Adex India set to unveil data monitoring backend system Vector

Adex India set to unveil data monitoring backend system Vector

MUMBAI: It's been 13 months in the development and now is about to be launched. Adex India (the new name for TAM India's advertising monitoring service TAM AdEx) is just about ready to unveil Adex Vector - its new, much improved data-entry backend system for ad monitoring.

Vector, which launches next month, claims to offer faster data, heightened accuracy and a system that is completely accountable to the quality of its output.

Online Creative monitoring services 'e-RMS' launched

'e-RMS' is one of the front end delivery systems that Vector will facilitate. The launch of e-RMS (e-Rapid Monitoring System) will enable Adex India to monitor close to a thousand media vehicles (including terrestrial, regional, satellite TV channels as well as newspapers, magazines) offering a service that tracks the brands that a company wants keep an eye on. e-RMS ensures that the moment a rival brand launches a new TVC, it can be monitored. According to Adex India, using e-RMS, a copy of a particular commercial can be despatched through the communication mode of choice including e-mails, ditto for press, immediately. The complete press plan of the competition along with the visuals of the ads that rivals put on press will be delivered at the desktop, is what Adex says it will be able to offer.

Indiantelevision.com met up with Adex India head Atul Phadnis and Tim Fulton, director of Nielsen Media Research's Global AIS (Advertising Information Services) Systems, to get a first hand account of what Vector meant to the business of advertising monitoring in India.

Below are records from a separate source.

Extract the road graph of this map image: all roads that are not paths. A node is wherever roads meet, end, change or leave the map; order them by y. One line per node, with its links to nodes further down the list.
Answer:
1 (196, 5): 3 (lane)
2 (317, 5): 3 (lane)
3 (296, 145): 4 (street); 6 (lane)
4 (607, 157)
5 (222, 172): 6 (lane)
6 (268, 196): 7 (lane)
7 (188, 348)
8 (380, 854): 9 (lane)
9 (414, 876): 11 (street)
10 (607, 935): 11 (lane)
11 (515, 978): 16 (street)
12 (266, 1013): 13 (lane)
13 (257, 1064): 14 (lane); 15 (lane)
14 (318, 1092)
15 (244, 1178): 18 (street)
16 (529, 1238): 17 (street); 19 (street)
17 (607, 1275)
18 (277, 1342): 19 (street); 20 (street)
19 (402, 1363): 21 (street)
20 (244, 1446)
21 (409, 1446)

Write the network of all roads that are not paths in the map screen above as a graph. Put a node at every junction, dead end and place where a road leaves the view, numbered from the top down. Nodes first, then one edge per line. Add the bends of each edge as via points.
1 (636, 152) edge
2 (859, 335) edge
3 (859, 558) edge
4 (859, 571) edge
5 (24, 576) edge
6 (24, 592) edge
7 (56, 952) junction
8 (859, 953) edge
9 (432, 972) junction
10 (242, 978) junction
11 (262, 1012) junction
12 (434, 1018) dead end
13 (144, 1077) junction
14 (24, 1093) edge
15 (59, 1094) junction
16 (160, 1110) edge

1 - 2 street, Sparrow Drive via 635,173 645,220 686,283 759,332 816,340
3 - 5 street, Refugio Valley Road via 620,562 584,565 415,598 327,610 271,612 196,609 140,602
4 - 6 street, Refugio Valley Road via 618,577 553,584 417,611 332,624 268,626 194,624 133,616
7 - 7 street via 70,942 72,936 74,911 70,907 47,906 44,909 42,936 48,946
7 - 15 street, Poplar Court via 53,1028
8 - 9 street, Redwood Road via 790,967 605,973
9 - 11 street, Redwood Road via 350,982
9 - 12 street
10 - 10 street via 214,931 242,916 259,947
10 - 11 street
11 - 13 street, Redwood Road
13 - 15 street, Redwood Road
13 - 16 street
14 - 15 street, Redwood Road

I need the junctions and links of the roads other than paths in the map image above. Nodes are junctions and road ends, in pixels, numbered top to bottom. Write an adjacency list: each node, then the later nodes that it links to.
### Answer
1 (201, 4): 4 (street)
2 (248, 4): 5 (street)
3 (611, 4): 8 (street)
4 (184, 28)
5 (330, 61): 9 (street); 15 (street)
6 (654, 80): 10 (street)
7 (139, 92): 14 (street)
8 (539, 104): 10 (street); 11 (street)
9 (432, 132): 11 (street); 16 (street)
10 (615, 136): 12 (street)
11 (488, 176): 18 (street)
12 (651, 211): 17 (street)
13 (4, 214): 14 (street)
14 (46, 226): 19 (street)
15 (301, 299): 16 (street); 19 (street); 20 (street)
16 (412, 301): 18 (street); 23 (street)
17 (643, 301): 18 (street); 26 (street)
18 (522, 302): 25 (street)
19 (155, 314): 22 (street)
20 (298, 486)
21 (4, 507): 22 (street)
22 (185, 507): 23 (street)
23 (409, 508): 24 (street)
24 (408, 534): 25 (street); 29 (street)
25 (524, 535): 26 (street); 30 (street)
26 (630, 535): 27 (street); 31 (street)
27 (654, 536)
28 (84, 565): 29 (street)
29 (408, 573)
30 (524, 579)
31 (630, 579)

According to Phadnis, in purely efficiency terms the quality of software that constitutes Vector would provide a savings in terms of man hours of 3,500 per month. In terms of timelines of data delivery, that's a 20 per cent improvement over what was currently in use, Phadnis says. "Vector offers perfect data and gives clients the mechanism to verify that," he asserts.

As far as backend operations platforms go though, Vector is just a bridge service to what is ultimately going to come to India - the AIS 2004 platform. It is a service that is unmatched in terms of quality and speed of delivery and is unique in that allows for the linking of creatives with expenditures, the data for which is provided within two to three hours of transmission, says Fulton. AIS 2004 not only provides clients with data on ad expenditure, but also the capacity to actually view the ads and their placement, he points out. Already onstream in the UK, in the Asia Pacific region, ASS 2004 has been activated only in Hong Kong as of now.

Queried as to what were the systems that had been developed in India, that would be of use an other markets across the globe, Fulton said the Indian team had developed a system that measured product placement effectiveness for television programmes (of all sorts - sports, game shows, soaps) that could be taken to other markets as well. The system allows for product placement monitoring. The monitoring data is merged with the viewing data (TRPs) and an effectiveness quotient is derived, says Phadnis.

Elaborating on the concept, Phadnis says the TV screen is broken down into various grids and depending on where on the grid the product falls as well as time of exposure, a effectiveness measure is derived.

Fulton, who left India over the weekend, is visiting different markets to see how backend operations in the different markets across the globe could be better streamlined. It's all about quality and speed of delivery of data, he said.